> _TASK TO CARRY OUT_: Each record below should be given again exactly as it reads.

(Stored data entries)

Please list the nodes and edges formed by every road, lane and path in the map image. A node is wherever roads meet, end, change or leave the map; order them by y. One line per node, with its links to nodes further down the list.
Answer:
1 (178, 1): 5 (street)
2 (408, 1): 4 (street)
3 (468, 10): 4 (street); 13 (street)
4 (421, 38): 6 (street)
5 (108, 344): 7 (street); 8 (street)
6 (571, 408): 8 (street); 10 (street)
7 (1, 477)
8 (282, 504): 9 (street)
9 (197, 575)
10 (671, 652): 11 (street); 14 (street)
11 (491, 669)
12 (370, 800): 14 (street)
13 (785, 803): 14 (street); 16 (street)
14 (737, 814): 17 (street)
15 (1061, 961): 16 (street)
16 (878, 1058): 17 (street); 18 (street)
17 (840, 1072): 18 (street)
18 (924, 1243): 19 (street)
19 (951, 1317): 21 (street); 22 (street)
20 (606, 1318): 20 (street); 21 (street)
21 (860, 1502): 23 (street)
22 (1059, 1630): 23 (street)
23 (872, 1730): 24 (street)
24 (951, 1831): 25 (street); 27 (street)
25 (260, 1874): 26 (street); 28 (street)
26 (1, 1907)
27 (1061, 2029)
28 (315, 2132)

> _WRITTEN SOLUTION_:
Please list the nodes and edges formed by every road, lane and path in the map image. A node is wherever roads meet, end, change or leave the map; order them by y. One line per node, with its links to nodes further down the list.
Answer:
1 (178, 1): 5 (street)
2 (408, 1): 4 (street)
3 (468, 10): 4 (street); 13 (street)
4 (421, 38): 6 (street)
5 (108, 344): 7 (street); 8 (street)
6 (571, 408): 8 (street); 10 (street)
7 (1, 477)
8 (282, 504): 9 (street)
9 (197, 575)
10 (671, 652): 11 (street); 14 (street)
11 (491, 669)
12 (370, 800): 14 (street)
13 (785, 803): 14 (street); 16 (street)
14 (737, 814): 17 (street)
15 (1061, 961): 16 (street)
16 (878, 1058): 17 (street); 18 (street)
17 (840, 1072): 18 (street)
18 (924, 1243): 19 (street)
19 (951, 1317): 21 (street); 22 (street)
20 (606, 1318): 20 (street); 21 (street)
21 (860, 1502): 23 (street)
22 (1059, 1630): 23 (street)
23 (872, 1730): 24 (street)
24 (951, 1831): 25 (street); 27 (street)
25 (260, 1874): 26 (street); 28 (street)
26 (1, 1907)
27 (1061, 2029)
28 (315, 2132)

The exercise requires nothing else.